Keith Edmunds keith at midnighthax.com
Thu Jan 13 21:57:21 UTC 2005

On Thu, 13 Jan 2005 20:52:02 +0000
Drew McLellan <lists at allinthehead.com> wrote:

> Hi everyone - I've been lurking on this list for a couple of months, so 
> time to introduce myself and ask some advice too.

Hi Drew, welcome.

> I've got a box running Debian Sarge as a dedicated web server off in a 
> datacentre somewhere. The box currently has exim installed. I need to 
> configure a basic mail setup so a small handful of people can use POP3.

Exim is the Debian standard, and a reasonable SMTP server. Personally I use
Postfix on the servers I configure, but that's mostly down to personal

> Requirements:
> a) POP3 boxes
> b) SMTP relay w/ authorisation

They're separate things. POP3 will be provided by a POP3 daemon, of which
more in a minute, but the daemon simply serves up mail which has already
been delivered. SMTP relaying is a function of the MTA, and Exim or Postfix
will each do that. My personal preference is for Postfix with SASL
authentication, which can easily be tied in to PAM authentication - in
other words, you can create a normal user account on the server for a user,
and they can use that username/password to authenticate with Postfix to
send mail

> and ideally:
> c) web interface for account maintenance (webmin's ok)
> d) work with a standard webmail tool like squirrelmail.

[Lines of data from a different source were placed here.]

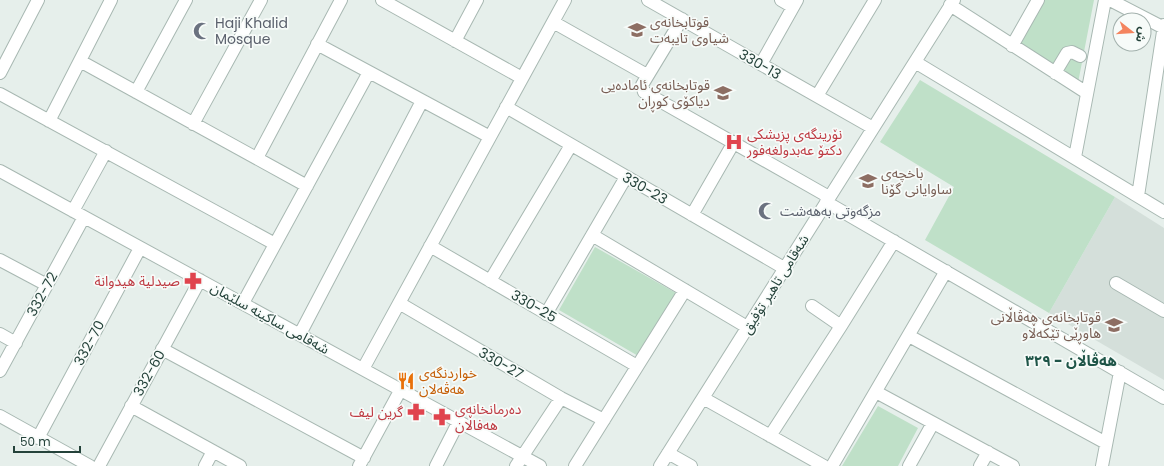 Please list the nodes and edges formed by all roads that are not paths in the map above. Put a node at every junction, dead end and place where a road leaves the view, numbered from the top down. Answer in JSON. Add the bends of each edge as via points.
{"nodes":[{"id":1,"x":38,"y":0,"type":"edge"},
{"id":2,"x":111,"y":0,"type":"edge"},
{"id":3,"x":186,"y":0,"type":"edge"},
{"id":4,"x":260,"y":0,"type":"edge"},
{"id":5,"x":341,"y":0,"type":"edge"},
{"id":6,"x":382,"y":0,"type":"edge"},
{"id":7,"x":477,"y":0,"type":"edge"},
{"id":8,"x":565,"y":0,"type":"edge"},
{"id":9,"x":648,"y":0,"type":"edge"},
{"id":10,"x":781,"y":0,"type":"edge"},
{"id":11,"x":875,"y":0,"type":"edge"},
{"id":12,"x":1038,"y":0,"type":"edge"},
{"id":13,"x":1105,"y":0,"type":"edge"},
{"id":14,"x":1110,"y":0,"type":"edge"},
{"id":15,"x":952,"y":3,"type":"edge"},
{"id":16,"x":795,"y":4,"type":"edge"},
{"id":17,"x":682,"y":19,"type":"junction"},
{"id":18,"x":553,"y":22,"type":"junction"},
{"id":19,"x":1164,"y":26,"type":"edge"},
{"id":20,"x":455,"y":41,"type":"junction"},
{"id":21,"x":317,"y":44,"type":"junction"},
{"id":22,"x":1012,"y":46,"type":"junction"},
{"id":23,"x":1080,"y":56,"type":"dead end"},
{"id":24,"x":80,"y":61,"type":"junction"},
{"id":25,"x":915,"y":62,"type":"junction"},
{"id":26,"x":761,"y":64,"type":"junction"},
{"id":27,"x":369,"y":72,"type":"junction"},
{"id":28,"x":0,"y":73,"type":"edge"},
{"id":29,"x":1055,"y":73,"type":"junction"},
{"id":30,"x":647,"y":75,"type":"junction"},
{"id":31,"x":522,"y":78,"type":"junction"},
{"id":32,"x":136,"y":92,"type":"junction"},
{"id":33,"x":1087,"y":93,"type":"junction"},
{"id":34,"x":0,"y":94,"type":"edge"},
{"id":35,"x":817,"y":96,"type":"junction"},
{"id":36,"x":422,"y":101,"type":"junction"},
{"id":37,"x":506,"y":107,"type":"junction"},
{"id":38,"x":49,"y":120,"type":"junction"},
{"id":39,"x":193,"y":124,"type":"junction"},
{"id":40,"x":873,"y":128,"type":"junction"},
{"id":41,"x":490,"y":137,"type":"junction"},
{"id":42,"x":734,"y":142,"type":"junction"},
{"id":43,"x":571,"y":145,"type":"junction"},
{"id":44,"x":106,"y":151,"type":"junction"},
{"id":45,"x":1075,"y":157,"type":"junction"},
{"id":46,"x":257,"y":158,"type":"junction"},
{"id":47,"x":0,"y":171,"type":"edge"},
{"id":48,"x":626,"y":177,"type":"junction"},
{"id":49,"x":307,"y":186,"type":"junction"},
{"id":50,"x":1138,"y":196,"type":"junction"},
{"id":51,"x":828,"y":200,"type":"junction"},
{"id":52,"x":73,"y":211,"type":"junction"},
{"id":53,"x":1164,"y":212,"type":"edge"},
{"id":54,"x":692,"y":215,"type":"junction"},
{"id":55,"x":84,"y":217,"type":"junction"},
{"id":56,"x":592,"y":235,"type":"junction"},
{"id":57,"x":894,"y":241,"type":"junction"},
{"id":58,"x":275,"y":244,"type":"junction"},
{"id":59,"x":430,"y":246,"type":"junction"},
{"id":60,"x":140,"y":248,"type":"junction"},
{"id":61,"x":0,"y":260,"type":"edge"},
{"id":62,"x":784,"y":268,"type":"junction"},
{"id":63,"x":946,"y":271,"type":"junction"},
{"id":64,"x":200,"y":280,"type":"junction"},
{"id":65,"x":490,"y":281,"type":"junction"},
{"id":66,"x":1116,"y":283,"type":"dead end"},
{"id":67,"x":47,"y":285,"type":"junction"},
{"id":68,"x":685,"y":290,"type":"junction"},
{"id":69,"x":243,"y":303,"type":"junction"},
{"id":70,"x":399,"y":303,"type":"junction"},
{"id":71,"x":812,"y":306,"type":"dead end"},
{"id":72,"x":1164,"y":311,"type":"edge"},
{"id":73,"x":546,"y":314,"type":"junction"},
{"id":74,"x":841,"y":326,"type":"junction"},
{"id":75,"x":748,"y":327,"type":"junction"},
{"id":76,"x":0,"y":334,"type":"edge"},
{"id":77,"x":300,"y":334,"type":"junction"},
{"id":78,"x":909,"y":336,"type":"junction"},
{"id":79,"x":16,"y":342,"type":"junction"},
{"id":80,"x":162,"y":349,"type":"junction"},
{"id":81,"x":637,"y":366,"type":"junction"},
{"id":82,"x":363,"y":369,"type":"junction"},
{"id":83,"x":0,"y":371,"type":"edge"},
{"id":84,"x":1120,"y":372,"type":"junction"},
{"id":85,"x":401,"y":389,"type":"junction"},
{"id":86,"x":876,"y":392,"type":"junction"},
{"id":87,"x":561,"y":398,"type":"junction"},
{"id":88,"x":703,"y":398,"type":"junction"},
{"id":89,"x":1164,"y":398,"type":"edge"},
{"id":90,"x":131,"y":406,"type":"junction"},
{"id":91,"x":0,"y":416,"type":"edge"},
{"id":92,"x":604,"y":420,"type":"junction"},
{"id":93,"x":459,"y":421,"type":"junction"},
{"id":94,"x":933,"y":423,"type":"junction"},
{"id":95,"x":770,"y":436,"type":"junction"},
{"id":96,"x":38,"y":438,"type":"junction"},
{"id":97,"x":1106,"y":443,"type":"junction"},
{"id":98,"x":213,"y":451,"type":"junction"},
{"id":99,"x":988,"y":452,"type":"junction"},
{"id":100,"x":668,"y":453,"type":"junction"},
{"id":101,"x":519,"y":461,"type":"edge"},
{"id":102,"x":362,"y":462,"type":"edge"},
{"id":103,"x":90,"y":466,"type":"edge"},
{"id":104,"x":99,"y":466,"type":"edge"},
{"id":105,"x":205,"y":466,"type":"edge"},
{"id":106,"x":240,"y":466,"type":"edge"},
{"id":107,"x":436,"y":466,"type":"edge"},
{"id":108,"x":540,"y":466,"type":"edge"},
{"id":109,"x":575,"y":466,"type":"edge"},
{"id":110,"x":660,"y":466,"type":"edge"},
{"id":111,"x":691,"y":466,"type":"edge"},
{"id":112,"x":824,"y":466,"type":"edge"},
{"id":113,"x":832,"y":466,"type":"edge"},
{"id":114,"x":909,"y":466,"type":"edge"},
{"id":115,"x":980,"y":466,"type":"edge"},
{"id":116,"x":1014,"y":466,"type":"edge"},
{"id":117,"x":1102,"y":466,"type":"edge"}],
"edges":[{"from":1,"to":28,"type":"street"},
{"from":2,"to":24,"type":"street"},
{"from":3,"to":32,"type":"street"},
{"from":4,"to":39,"type":"street"},
{"from":5,"to":21,"type":"street"},
{"from":6,"to":20,"type":"street"},
{"from":7,"to":20,"type":"street"},
{"from":8,"to":18,"type":"street"},
{"from":9,"to":17,"type":"street","name":"330-13"},
{"from":10,"to":16,"type":"street"},
{"from":11,"to":35,"type":"street"},
{"from":12,"to":22,"type":"street"},
{"from":13,"to":33,"type":"street"},
{"from":14,"to":19,"type":"street"},
{"from":15,"to":22,"type":"street"},
{"from":15,"to":25,"type":"street","name":"شەقامی تاهیر تۆفیق"},
{"from":16,"to":26,"type":"street"},
{"from":17,"to":26,"type":"street","name":"330-13"},
{"from":17,"to":30,"type":"street"},
{"from":18,"to":30,"type":"street"},
{"from":18,"to":31,"type":"street"},
{"from":19,"to":50,"type":"street"},
{"from":20,"to":31,"type":"street"},
{"from":21,"to":27,"type":"street"},
{"from":21,"to":46,"type":"street"},
{"from":22,"to":29,"type":"street"},
{"from":23,"to":29,"type":"street","via":[[1072,52],[1067,53]]},
{"from":24,"to":32,"type":"street"},
{"from":24,"to":38,"type":"street"},
{"from":25,"to":40,"type":"street","name":"شەقامی تاهیر تۆفیق"},
{"from":25,"to":45,"type":"street"},
{"from":26,"to":35,"type":"street","name":"330-13"},
{"from":27,"to":36,"type":"street"},
{"from":27,"to":49,"type":"street"},
{"from":29,"to":33,"type":"street"},
{"from":30,"to":42,"type":"street","via":[[642,85],[644,92]]},
{"from":31,"to":37,"type":"street"},
{"from":32,"to":39,"type":"street"},
{"from":33,"to":45,"type":"street"},
{"from":34,"to":38,"type":"street"},
{"from":35,"to":40,"type":"street","name":"330-13"},
{"from":36,"to":41,"type":"street"},
{"from":36,"to":77,"type":"street"},
{"from":37,"to":41,"type":"street"},
{"from":37,"to":43,"type":"street","name":"330-23"},
{"from":38,"to":44,"type":"street"},
{"from":39,"to":46,"type":"street"},
{"from":40,"to":51,"type":"street","name":"شەقامی تاهیر تۆفیق"},
{"from":41,"to":59,"type":"street"},
{"from":42,"to":51,"type":"street"},
{"from":42,"to":54,"type":"street"},
{"from":43,"to":48,"type":"street","name":"330-23"},
{"from":43,"to":65,"type":"street"},
{"from":44,"to":52,"type":"street"},
{"from":44,"to":58,"type":"street"},
{"from":45,"to":50,"type":"street"},
{"from":46,"to":49,"type":"street"},
{"from":47,"to":52,"type":"street","name":"شەقامی ساکینە سلێمان"},
{"from":48,"to":54,"type":"street","name":"330-23"},
{"from":48,"to":56,"type":"street"},
{"from":49,"to":58,"type":"street"},
{"from":50,"to":53,"type":"street"},
{"from":51,"to":57,"type":"street"},
{"from":51,"to":62,"type":"street","name":"شەقامی تاهیر تۆفیق"},
{"from":52,"to":55,"type":"street","name":"شەقامی ساکینە سلێمان"},
{"from":54,"to":62,"type":"street","name":"330-23"},
{"from":55,"to":60,"type":"street","name":"شەقامی ساکینە سلێمان"},
{"from":55,"to":67,"type":"street","name":"332-72"},
{"from":56,"to":68,"type":"street"},
{"from":56,"to":73,"type":"street"},
{"from":57,"to":63,"type":"street"},
{"from":57,"to":74,"type":"street"},
{"from":58,"to":69,"type":"street"},
{"from":59,"to":65,"type":"street","name":"330-25"},
{"from":59,"to":70,"type":"street"},
{"from":60,"to":64,"type":"street","name":"شەقامی ساکینە سلێمان"},
{"from":60,"to":96,"type":"street","name":"332-70"},
{"from":61,"to":67,"type":"street"},
{"from":62,"to":75,"type":"street","name":"شەقامی تاهیر تۆفیق"},
{"from":63,"to":78,"type":"street"},
{"from":63,"to":84,"type":"street"},
{"from":64,"to":69,"type":"street","name":"شەقامی ساکینە سلێمان"},
{"from":64,"to":80,"type":"street","name":"332-60"},
{"from":65,"to":73,"type":"street","name":"330-25"},
{"from":66,"to":72,"type":"street"},
{"from":67,"to":79,"type":"street","name":"332-72"},
{"from":68,"to":75,"type":"street"},
{"from":68,"to":81,"type":"street"},
{"from":69,"to":77,"type":"street","name":"شەقامی ساکینە سلێمان"},
{"from":70,"to":82,"type":"street"},
{"from":70,"to":87,"type":"street","name":"330-27"},
{"from":71,"to":74,"type":"street"},
{"from":73,"to":81,"type":"street","name":"330-25"},
{"from":74,"to":95,"type":"street"},
{"from":75,"to":88,"type":"street","name":"شەقامی تاهیر تۆفیق"},
{"from":76,"to":79,"type":"street"},
{"from":77,"to":82,"type":"street","name":"شەقامی ساکینە سلێمان"},
{"from":78,"to":86,"type":"street"},
{"from":78,"to":97,"type":"street"},
{"from":79,"to":83,"type":"street","name":"332-72"},
{"from":80,"to":90,"type":"street","name":"332-60"},
{"from":80,"to":102,"type":"street"},
{"from":81,"to":92,"type":"street"},
{"from":82,"to":85,"type":"street","name":"شەقامی ساکینە سلێمان"},
{"from":84,"to":89,"type":"street"},
{"from":84,"to":97,"type":"street"},
{"from":85,"to":93,"type":"street","name":"شەقامی ساکینە سلێمان"},
{"from":85,"to":102,"type":"street"},
{"from":86,"to":94,"type":"street"},
{"from":86,"to":113,"type":"street"},
{"from":87,"to":92,"type":"street","name":"330-27"},
{"from":87,"to":101,"type":"street"},
{"from":88,"to":95,"type":"street"},
{"from":88,"to":100,"type":"street","name":"شەقامی تاهیر تۆفیق"},
{"from":90,"to":98,"type":"street"},
{"from":90,"to":104,"type":"street","name":"332-60"},
{"from":91,"to":96,"type":"street"},
{"from":92,"to":109,"type":"street"},
{"from":93,"to":101,"type":"street","name":"شەقامی ساکینە سلێمان"},
{"from":93,"to":107,"type":"street"},
{"from":94,"to":99,"type":"street"},
{"from":94,"to":114,"type":"street"},
{"from":95,"to":112,"type":"street"},
{"from":96,"to":103,"type":"street"},
{"from":97,"to":117,"type":"street"},
{"from":98,"to":105,"type":"street"},
{"from":98,"to":106,"type":"street"},
{"from":99,"to":115,"type":"street"},
{"from":99,"to":116,"type":"street"},
{"from":100,"to":110,"type":"street","name":"شەقامی تاهیر تۆفیق"},
{"from":100,"to":111,"type":"street"},
{"from":101,"to":108,"type":"street","name":"شەقامی ساکینە سلێمان"}]}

If you need a web interface then I'd recommend webmin. Squirrelmail - an
excellent application - reads from an IMAP server, so your earlier
requirement of POP3 is in conflict here, probably. If possible, I'd
recommend IMAP because all mail is then kept on the server, meaning that
there is only one location to backup. It IS possible to access mailboxes
by both POP3 and IMAP, but you should be SURE you want to do that before
going ahead.

The IMAP server I'd recommend is Dovecot; it also includes a POP3 daemon.
> I guess the main problem I have is understanding which tool does what. I 
> guess an MTA like exim will route mail in and out of the box, but does 
> that leave me needing something else to handle the accounts? Or do I 
> create system accounts? What about POP3? and all those sorts of dumb 
> questions.

You can have a "virtual" mail server that doesn't need a system account for
each mailbox, but unless you have a huge number of mailboxes this is
probably overkill. Roles: the MTA does indeed route mail in and out of the
box as you say. Incoming mail is passed to a Mail Delivery Agent (MDA),
which may be part of the MTA or separate from it. The MDA delivers the mail
in a given format, typically mbox or Maildir, to each user. A POP3 server
will read each user's mail and deliver it to their local mailbox, typically
part of their Mail User Agent (MUA), such as Outlook/Thunderbird/etc.
Usually POP3 then deletes the mail from the server. An IMAP server also
serves up mail to the MUA, but this time the mail remains on the server.

Does that help at all? Or has it spawned 254 new questions?